11.3) General Operating Procedures Shall Include Provisions to Ensure That:

(a) everyone is allowed an equal opportunity to speak [the chair shall not recognize anyone rising to speak who has already spoken on the petition under consideration, including the petitioner, if there are others who wish to speak that have not spoken, except for the purpose of an explanation or the correction of a mistake, and

(b) minutes are produced and published in a timely fashion [i.e. within seven days for a granted variance] and always before their decisions are filed with the town clerk, and

(c) all plans on an application, or considered as part of the application, be certified plot plans and include all items requested to be varied and significant features on the property [i.e., showing lot lines, structures, signs, green areas, parking, etc. to aid the building inspector in determining approval of a building permit), and

(d) only elements that were discussed, debated and voted in public are included in the board's decisions, and

(e) maintain an effective public records filing system (i.e., file index, file log, petition details, grant/not grant status, litigated, content description [including plans, letters, graphics, number of pages]), and

(f) file all plans relied upon for the granted Special Permits and Variances with the Registry of Deeds on or about the same day as filed with the town clerk [not rely solely on the town's filing system], and

(g) file minutes of every meeting with the town manager and at the library as required by town charter, and

(h) "back up" and preserve all computer files on a regular basis [i.e. per MGL 66], and

(i) provide petitioners access to their paper files, magnetic recordings and computer files upon request and in reasonable time frames [i.e. per MGL 66], and

(j) charge no more than the state recommended $0.20 per page for public records, and

(k) record every meeting on magnetic tape as a public record for the purpose of preparing minutes; these tapes will be subjuct to erasure when the minutes are voted by the Board of Appeal and filed according to the town charter and by-laws.

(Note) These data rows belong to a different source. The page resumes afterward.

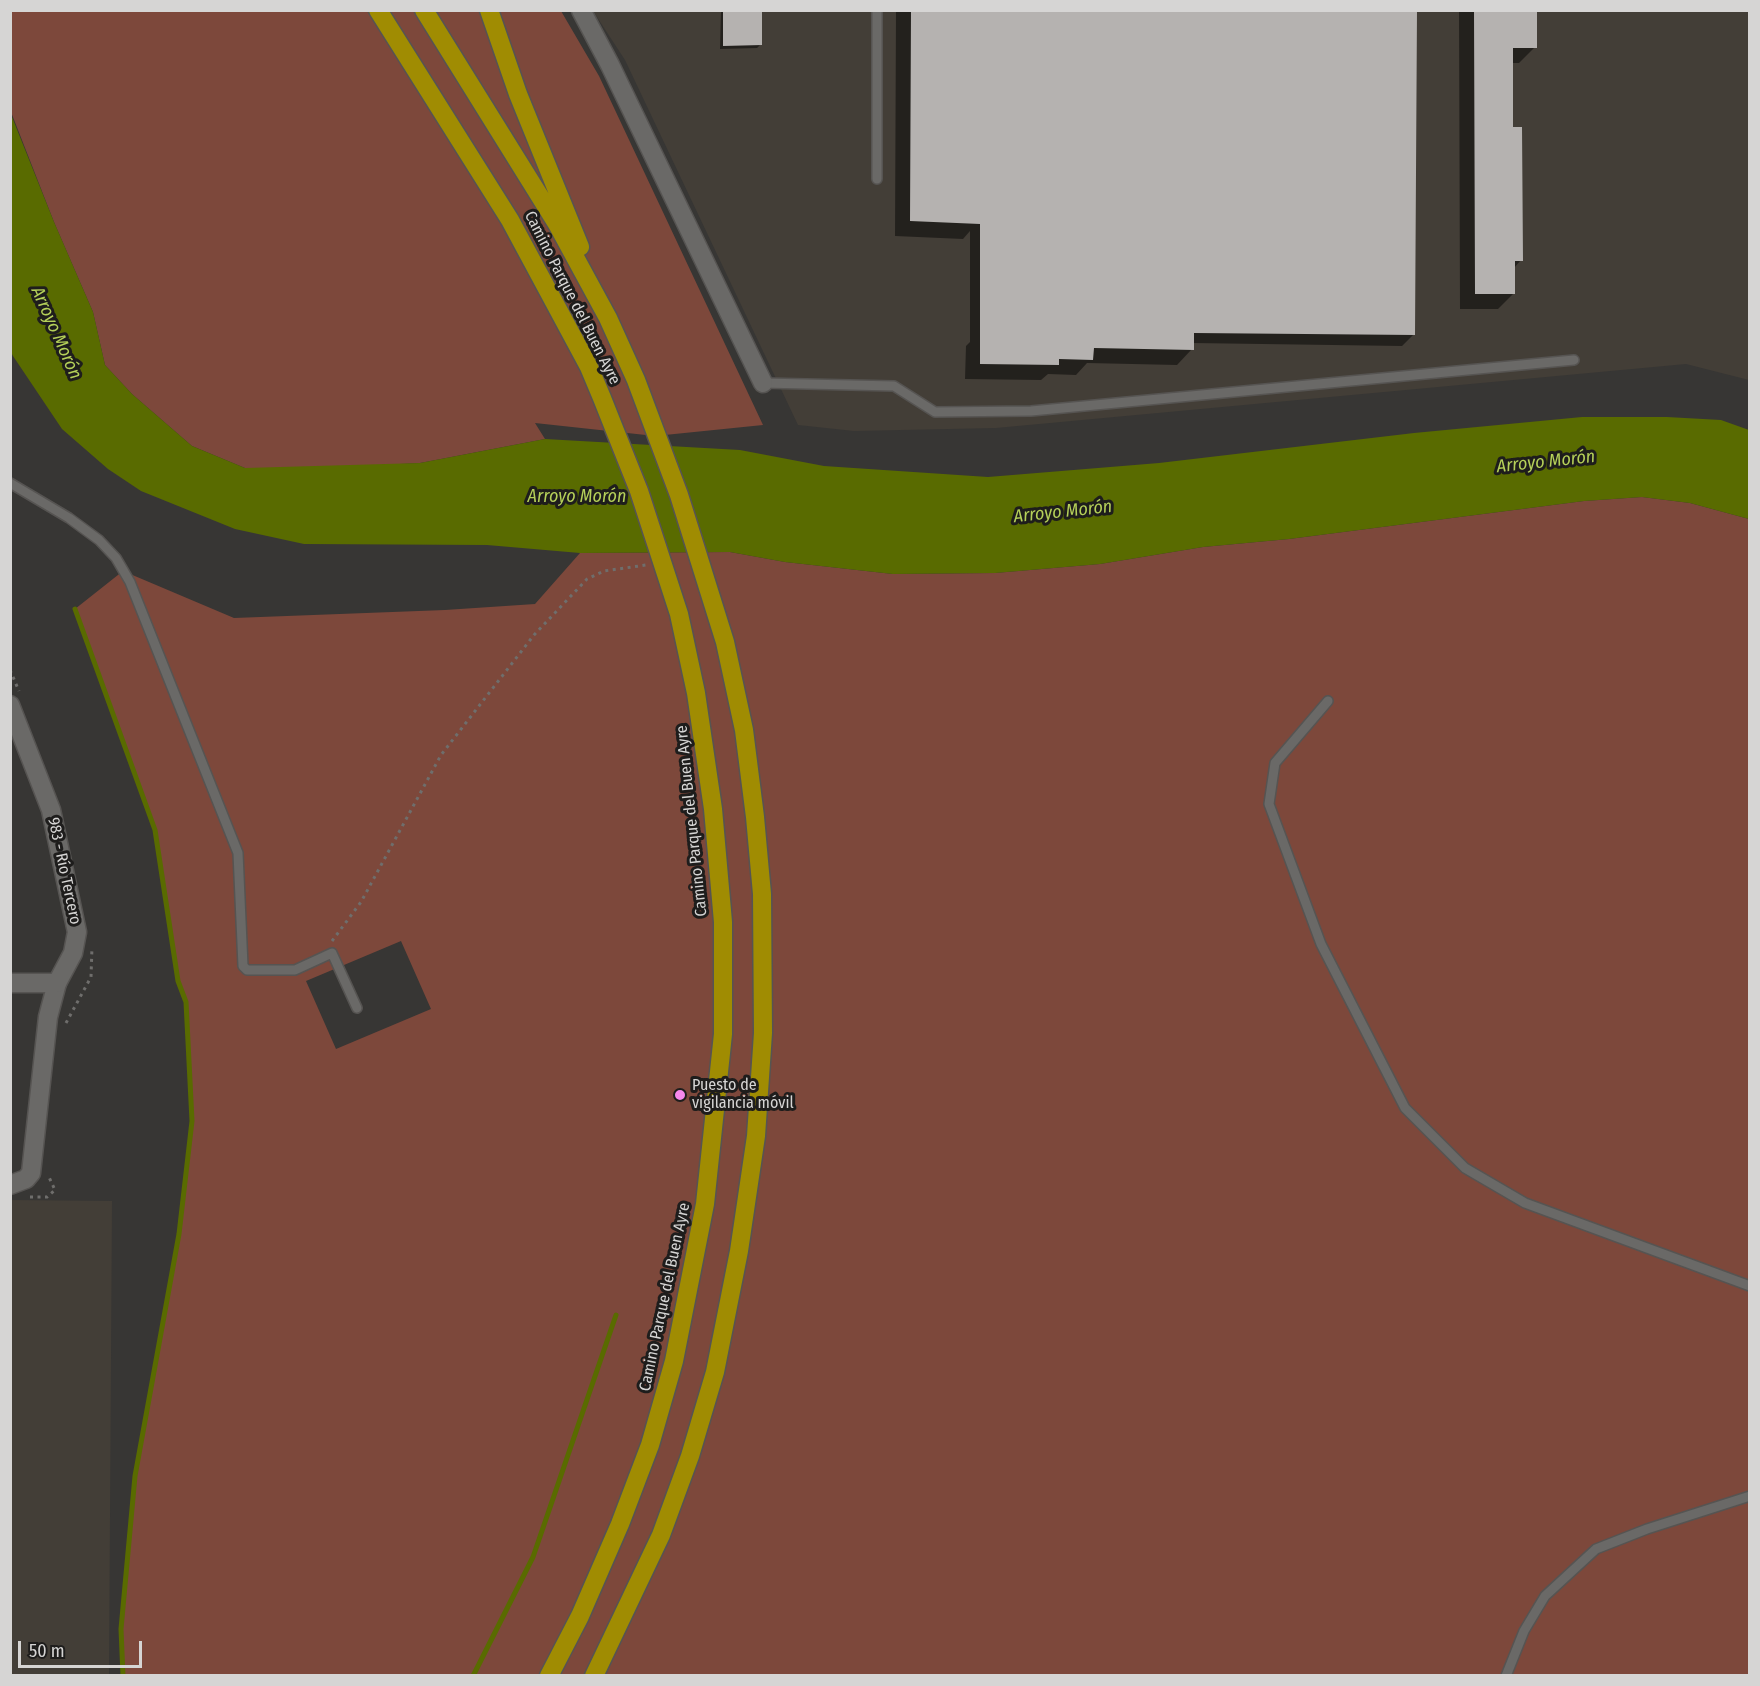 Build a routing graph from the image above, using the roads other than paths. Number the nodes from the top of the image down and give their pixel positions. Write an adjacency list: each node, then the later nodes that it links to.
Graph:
1 (378, 10): 19 (highway, Camino Parque del Buen Ayre)
2 (424, 10): 7 (highway, Camino Parque del Buen Ayre)
3 (489, 10): 7 (highway)
4 (581, 10): 9 (street)
5 (877, 10): 6 (lane)
6 (877, 179)
7 (608, 318): 20 (highway, Camino Parque del Buen Ayre)
8 (1574, 360): 9 (lane)
9 (763, 383)
10 (10, 483): 15 (lane)
11 (1328, 701): 17 (lane)
12 (10, 705): 14 (street, 983 - Río Tercero)
13 (10, 982): 14 (street)
14 (57, 983): 16 (street, 983 - Río Tercero)
15 (357, 1008)
16 (18, 1182)
17 (1749, 1286)
18 (1749, 1496): 21 (lane)
19 (549, 1676)
20 (594, 1676)
21 (1506, 1676)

11.4) This Policy Statement Advises the Board of Appeals that the following practices are considered by the Board of Selectmen to be discouraged practices and potentially inconsistent with due process requirements. Engaging in these practices may result in removal from the Board of Appeals using administrative procedures in the town charter. To wit:

(a) decisions and/or activities that are substantially inconsistent with the Massachusetts Constitution, Massachusetts General Laws, case law decisions rendered by the courts, the Billerica General By-Laws, the Billerica Zoning By-Laws, and the above policy statements (i.e., #1 through #3), and

(b) decisions that result in: (1) the dividing of land, or creating new subdivisions of land, which constructively produces one or more new lots or building lots where any one of them fail to meet the minimum area requirements identified in the zoning by-law; or (2) determining that non-conforming lots are paradoxically "conforming in all respects"; or (3) granting variances to applications relating to parcels of land that are substantially flat, rectangular and dry, and

(c) failing to meet the general rule that variances are a disfavored form of relief which should be sparingly granted.

Original draft prepared by David F. Delorey, Jr. - April 29, 1998
Working Selectmen's Sub-committee* meeting to finalize procedures - Monday, May 11, 1998
Text modified to reflect three (3) written comments (pro-bono) by Town Counsel - July 13, 1998
Text modified to reflect Town Counsel's additional written comments (pro-bono) - July 30, 1998
Text modified to reflect Town Counsel's personal final review (pro-bono) and Selectmen's Sub-committee member's comments - August 12, 1998

* Subcommittee comprised of Selectman Ed Hurd, Chairman of the Board; Selectman Mike Rosa; Appeals Board Chairman, Doris Peason; Appeals Board member Joe Shaw; Town Counsel, Attorney Len Kopelman; Joe and Kathy Dougherty; and Dave Delorey.